The Ghosts of the Talbot County Free Library

by Bill Peak

Julius Caesar died 2,054 years ago on the steps of the Roman forum. We know the exact date and manner of his death (March 15, 44 B.C., stabbed to death by one Quintus Caepio Brutus) because of writing, the seminal invention of human civilization. Thanks to that invention, I can walk into the library's history section whenever I like and pick up something Julius Caesar actually wrote. “The Gallic War” (in translation from the original Latin, non-fiction 878 c) is Caesar's account of his expedition against the great barbarian warrior Vercingetorix. Reading it, I can learn what it was like to lead a Roman army into the dark and dreary wilderness that would someday become France; I can enter into the mind and thoughts of a man who lived before Christ.

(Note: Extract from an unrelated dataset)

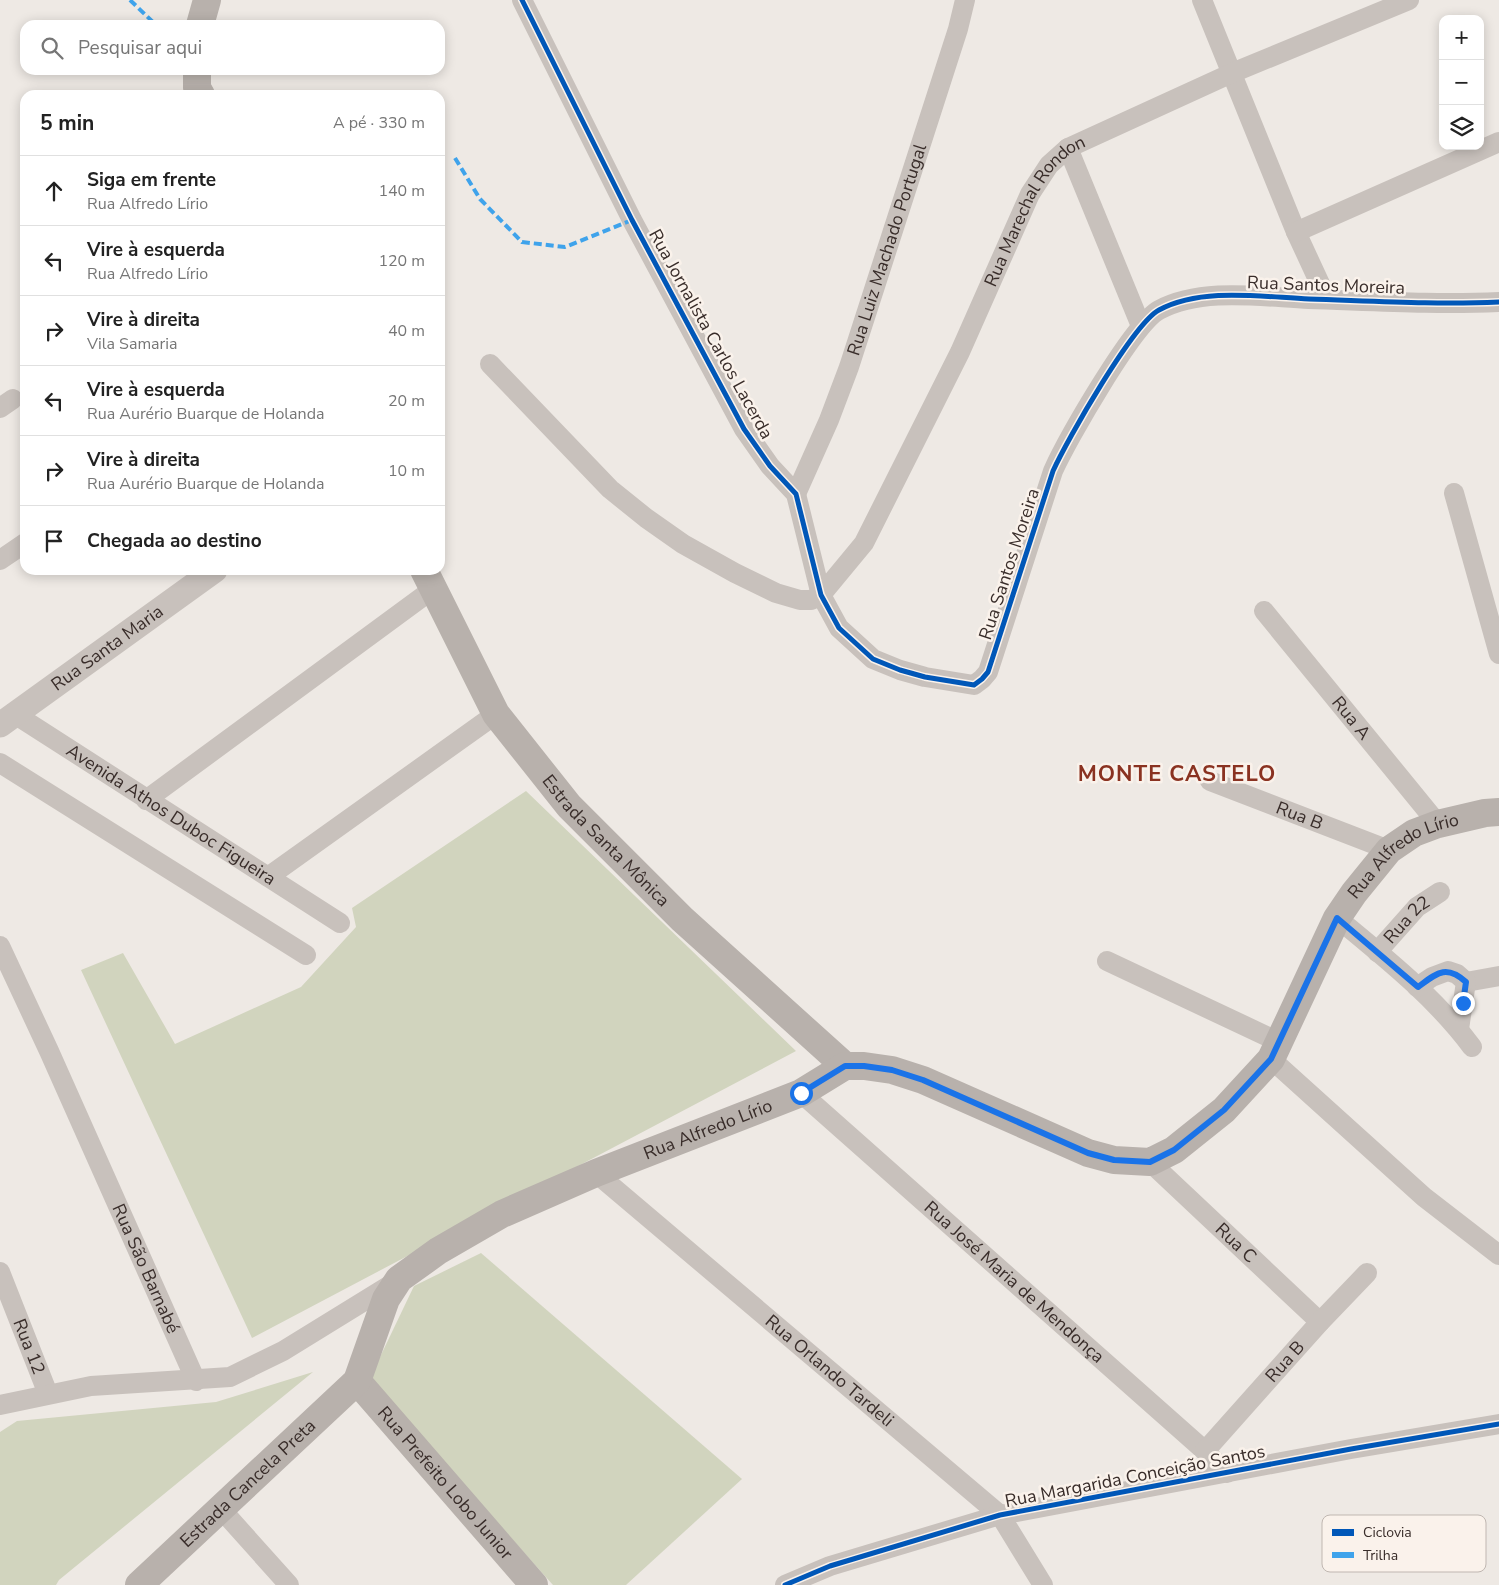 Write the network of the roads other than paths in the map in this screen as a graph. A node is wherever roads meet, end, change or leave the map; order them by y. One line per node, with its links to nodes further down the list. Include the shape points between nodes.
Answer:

After the fall of Rome, writing went into decline and the past grows dim again, obscure. Yet here and there, amid the gloom that would forever after be known as “The Dark Ages,” a few pinpricks of light still manage to reach us. Among the brightest of these is The Venerable Bede's “Ecclesiastical History of the English People” (available through interlibrary loan or online at http://books.google.com/books). And don't let that word “ecclesiastical” fool you, there's enough war, rapine, plague, romance, and political intrigue in this book to satisfy even the most jaded history buff. But what really makes Bede's work fascinating is the glimpses it gives us of individual men and women who, however distant they may be in time, remain recognizably human and sympathetic.

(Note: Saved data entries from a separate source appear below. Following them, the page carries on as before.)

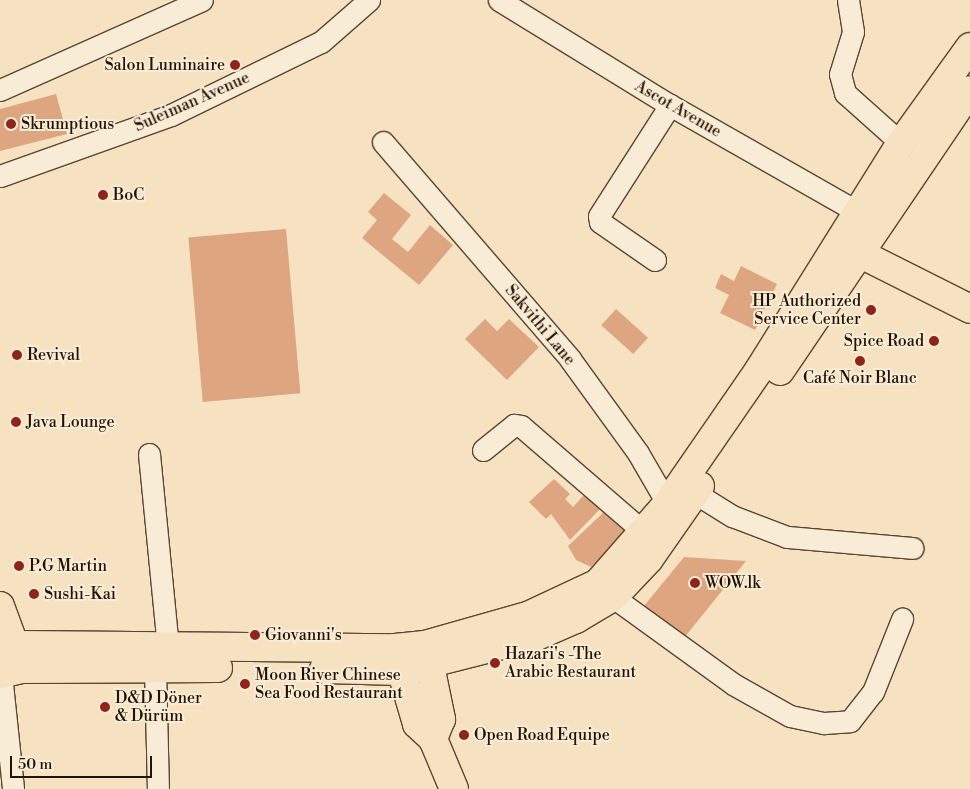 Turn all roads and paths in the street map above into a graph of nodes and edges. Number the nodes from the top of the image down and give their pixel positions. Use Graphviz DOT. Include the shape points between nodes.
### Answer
graph roads {
  1 [pos="202,0"];
  2 [pos="368,0"];
  3 [pos="499,0"];
  4 [pos="848,0"];
  5 [pos="970,46"];
  6 [pos="0,90"];
  7 [pos="970,90"];
  8 [pos="670,106"];
  9 [pos="383,142"];
  10 [pos="901,143"];
  11 [pos="0,176"];
  12 [pos="860,213"];
  13 [pos="848,248"];
  14 [pos="655,260"];
  15 [pos="970,310"];
  16 [pos="483,450"];
  17 [pos="149,454"];
  18 [pos="695,493"];
  19 [pos="672,513"];
  20 [pos="644,532"];
  21 [pos="913,548"];
  22 [pos="613,597"];
  23 [pos="0,606"];
  24 [pos="902,619"];
  25 [pos="428,654"];
  26 [pos="161,658"];
  27 [pos="398,660"];
  28 [pos="8,662"];
  29 [pos="433,739"];
  30 [pos="13,789"];
  31 [pos="158,789"];
  32 [pos="454,789"];
  1 -- 6 [label="street"];
  2 -- 11 [label="street, Suleiman Avenue" via="321,42 171,115"];
  3 -- 8 [label="street, Ascot Avenue"];
  4 -- 10 [label="street" via="853,32 840,74 845,93"];
  5 -- 10 [label="main road"];
  7 -- 13 [label="main road"];
  8 -- 12 [label="street, Ascot Avenue"];
  8 -- 14 [label="street" via="600,210 600,222"];
  9 -- 19 [label="street, Sakvithi Lane" via="570,359 638,453"];
  10 -- 12 [label="main road"];
  12 -- 13 [label="main road"];
  13 -- 15 [label="main road"];
  13 -- 18 [label="main road"];
  13 -- 19 [label="main road"];
  16 -- 20 [label="street" via="514,424 521,426"];
  17 -- 26 [label="street"];
  18 -- 19 [label="main road"];
  18 -- 21 [label="street" via="732,516 787,537"];
  19 -- 20 [label="main road"];
  19 -- 22 [label="main road"];
  20 -- 25 [label="main road" via="598,583 530,615"];
  22 -- 24 [label="street" via="733,684 790,716 824,723 850,721 873,692"];
  22 -- 25 [label="main road" via="537,636"];
  23 -- 28 [label="main road"];
  25 -- 27 [label="main road"];
  25 -- 29 [label="main road" via="441,719"];
  26 -- 27 [label="main road"];
  26 -- 28 [label="main road"];
  26 -- 31 [label="street"];
  27 -- 29 [label="main road" via="417,724"];
  28 -- 30 [label="street"];
  29 -- 32 [label="main road"];
}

Consider Bede's record of a speech delivered by an Anglo-Saxon warrior to his king in the year 627 A.D. (quoted from Leo Sherley-Price's translation, Penguin Books, 1988): “Your Majesty, when we compare the present life of man on earth with that time of which we have no knowledge, it seems to me like the swift flight of a single sparrow through the banqueting-hall where you are sitting at dinner on a winter's day with your thanes and counselors. In the midst there is a comforting fire to warm the hall; outside, the storms of winter rain or snow are raging. This sparrow flies swiftly in through one door of the hall, and out through another. While he is inside, he is safe from the winter storms; but after a few moments of comfort, he vanishes from sight into the wintry world from which he came. Even so, man appears on earth for a little while; but of what went before this life or of what follows, we know nothing.”

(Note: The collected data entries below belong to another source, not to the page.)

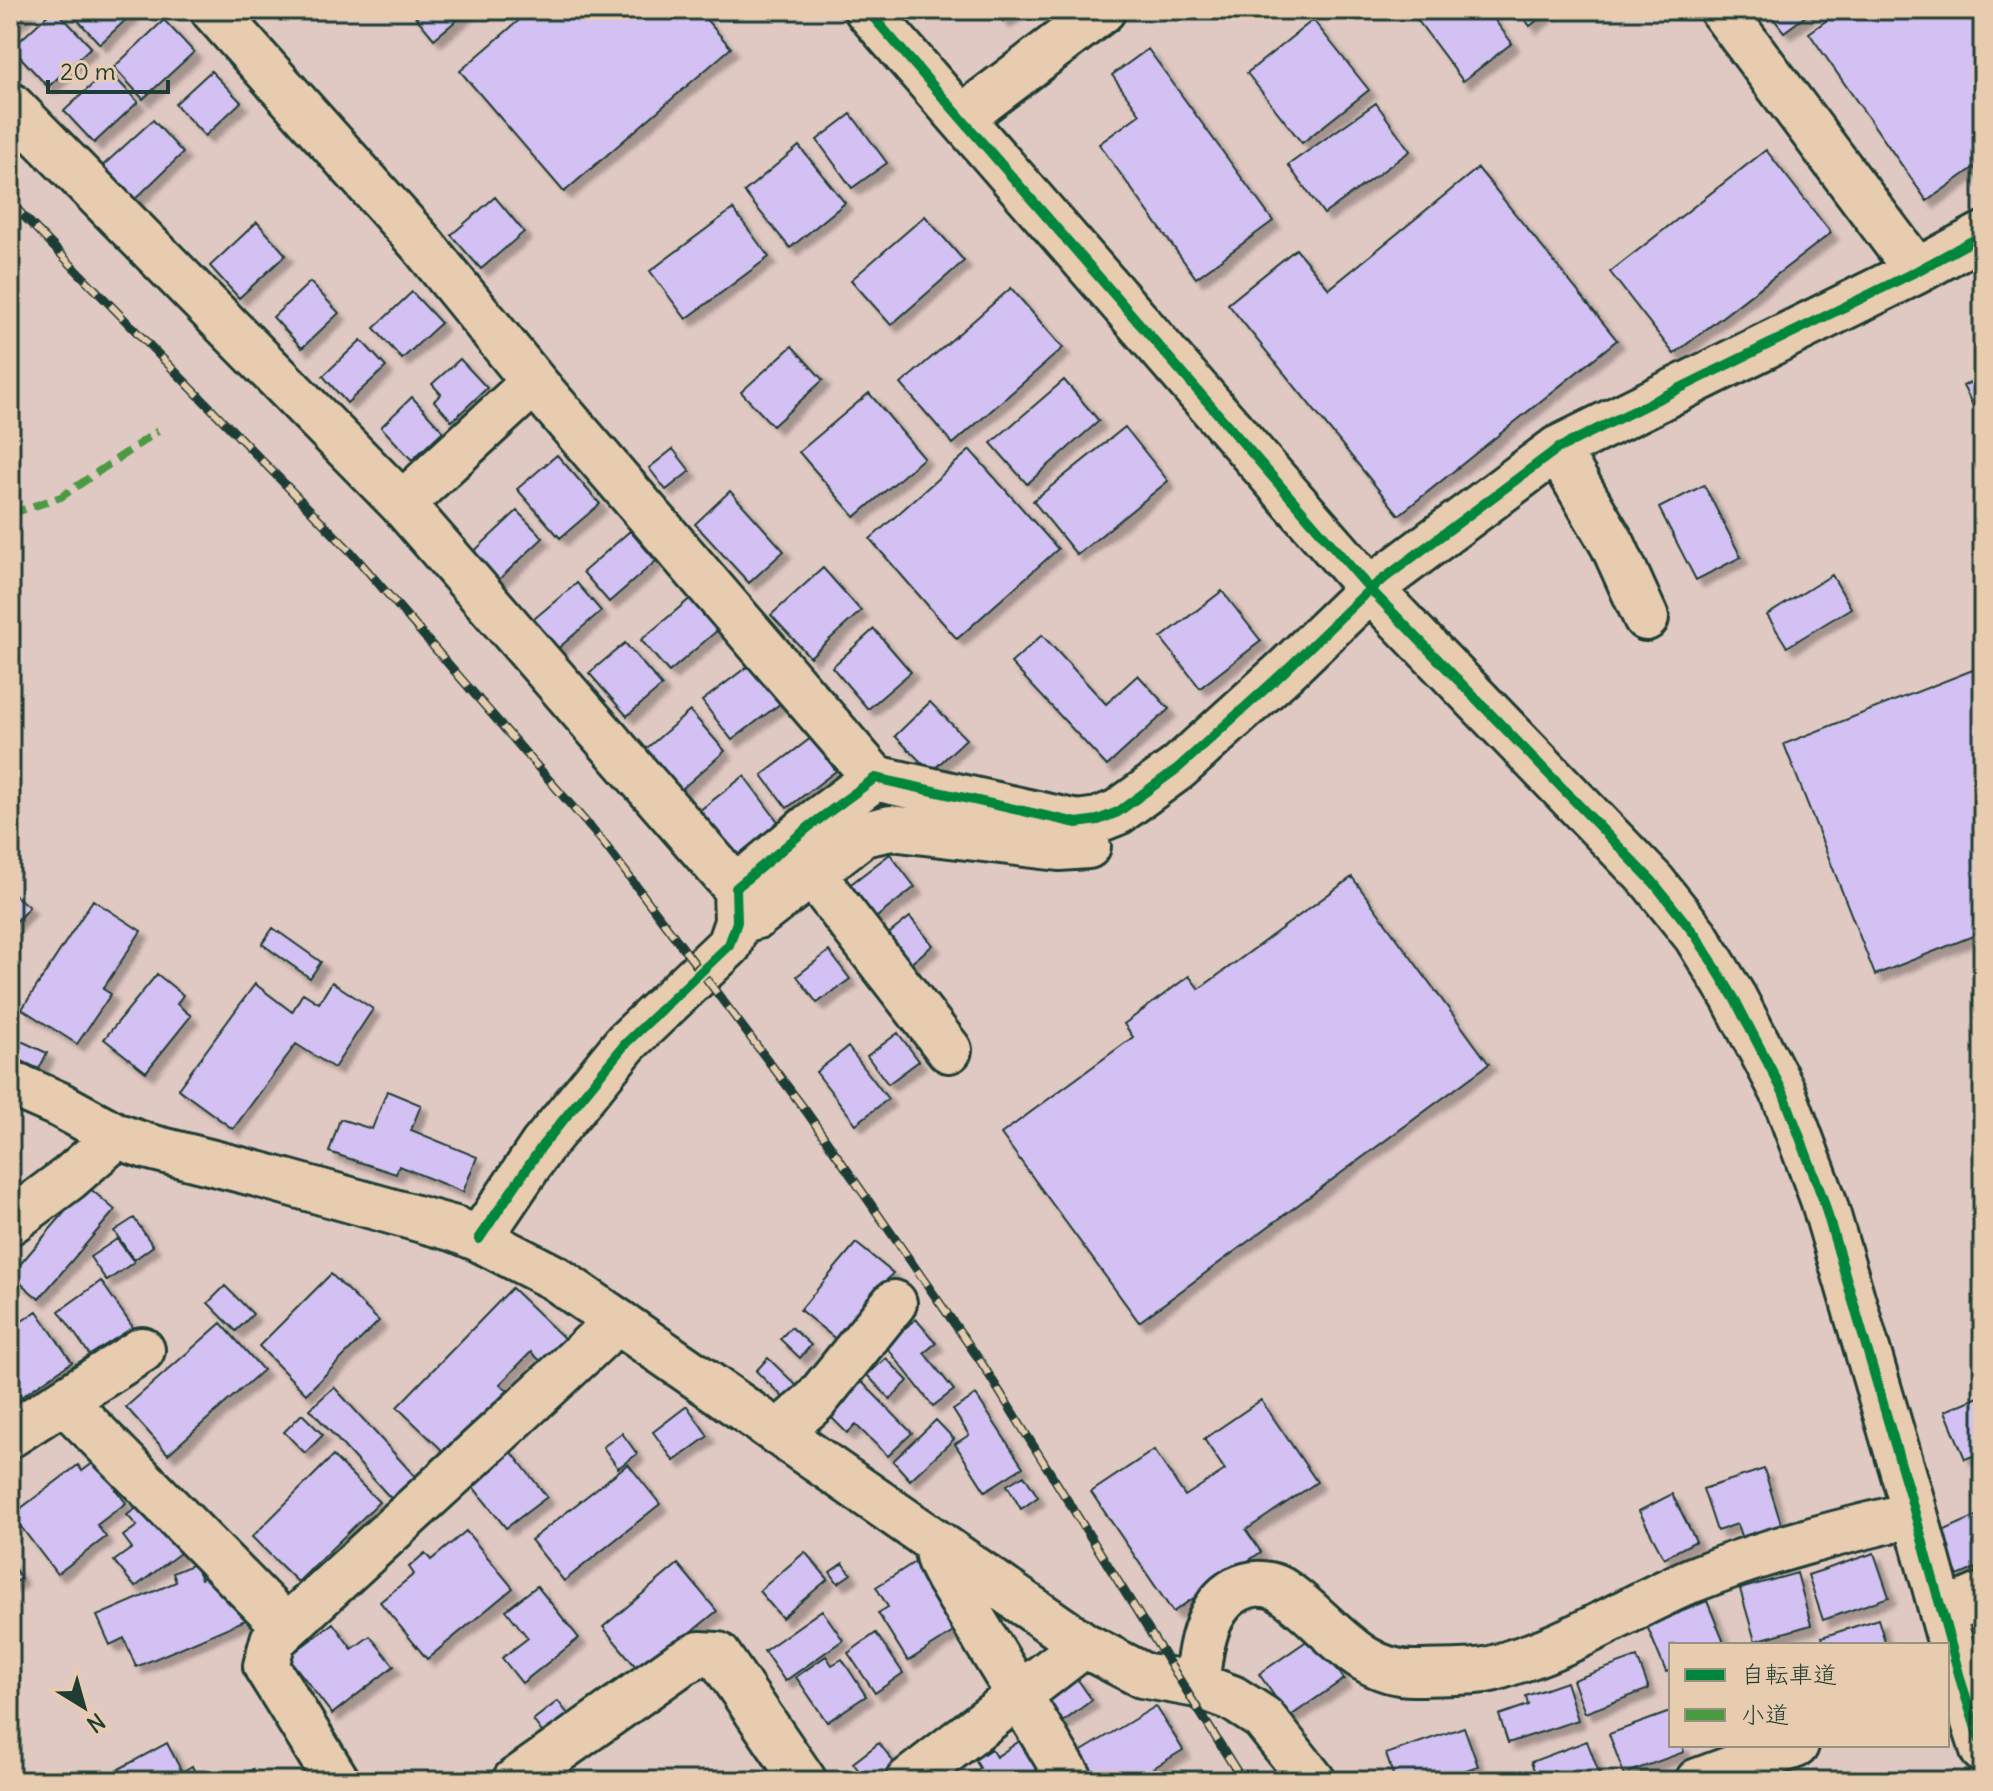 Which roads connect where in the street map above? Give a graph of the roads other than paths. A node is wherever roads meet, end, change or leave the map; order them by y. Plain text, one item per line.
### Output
1 (213, 10) edge
2 (867, 10) edge
3 (1103, 10) edge
4 (1722, 10) edge
5 (10, 105) edge
6 (961, 118) junction
7 (1983, 235) edge
8 (1917, 271) junction
9 (534, 382) junction
10 (1557, 449) junction
11 (402, 504) junction
12 (1370, 589) junction
13 (1646, 618) dead end
14 (1241, 710) junction
15 (875, 778) junction
16 (811, 872) junction
17 (736, 905) junction
18 (949, 1050) dead end
19 (10, 1083) edge
20 (117, 1136) junction
21 (10, 1222) edge
22 (479, 1239) junction
23 (894, 1303) dead end
24 (617, 1321) junction
25 (142, 1350) dead end
26 (64, 1401) junction
27 (778, 1433) junction
28 (10, 1435) edge
29 (1915, 1514) junction
30 (939, 1544) junction
31 (1983, 1595) edge
32 (1942, 1613) junction
33 (286, 1627) junction
34 (1947, 1643) edge
35 (1084, 1645) junction
36 (1949, 1656) edge
37 (1197, 1685) junction
38 (1954, 1687) edge
39 (1018, 1696) junction
40 (1791, 1747) edge
41 (1983, 1750) edge
42 (337, 1781) edge
43 (515, 1781) edge
44 (804, 1781) edge
45 (908, 1781) edge
46 (1071, 1781) edge
47 (1313, 1781) edge
48 (1698, 1781) edge

1 - 9 street
2 - 6 street
3 - 6 street
4 - 8 street
5 - 11 street
6 - 12 street
7 - 8 street
8 - 10 street
9 - 11 street
9 - 15 street
10 - 12 street
10 - 13 street
11 - 17 street
12 - 14 street
12 - 29 street
14 - 15 street
14 - 16 street
15 - 17 street
16 - 17 street
16 - 18 street
17 - 22 street
19 - 20 street
20 - 21 street
20 - 22 street
22 - 24 street
23 - 27 street
24 - 27 street
24 - 33 street
25 - 26 street
26 - 28 street
26 - 33 street
27 - 30 street
29 - 32 street
29 - 37 street
30 - 35 street
30 - 39 street
31 - 32 street
32 - 34 street
33 - 42 street
35 - 37 street
35 - 39 street
36 - 38 street
37 - 47 street
38 - 41 street
39 - 45 street
39 - 46 street
40 - 48 street
43 - 44 street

And so it is that a nameless Anglo-Saxon warrior joins the ghosts—Caesar and Bede among them—that haunt our library, that reach out to us across time, demanding our attention, a moment's resurrection, in the vast internal theatre that is a reading mind.

And how lucky we are to have them!

In its brief span upon the planet, a single generation can learn so little. Without writing, without places like the Talbot County Free Library where writing is stored and preserved and cherished, we would be doomed to repeat the mistakes of our forefathers. But thanks to the works our library safeguards, we can rely upon the wisdom not of one or even two generations, but of scores. Rank upon rank of wise men and women rise up from the past to speak to us, to tell us the gentle (and not-so-gentle) truths without which we would be lost.

And it's not all Sturm und Drang either. The library's ghosts not only advise; they entertain: Shakespeare sends his Faerie Queen out to court an ass, Tom Sawyer waxes eloquent about the joys of fence-painting, Ella Fitzgerald goes “Stompin' at the Savoy,” the Marx Brothers spend “A Night at the Opera,” and Gary Cooper walks unfailingly (if not unflinchingly) down a Western street at “High Noon.”

All of which goes to show that the Talbot County Free Library is one place where William Faulkner's oft-quoted adage actually comes true: “The past is never dead. It's not even past.”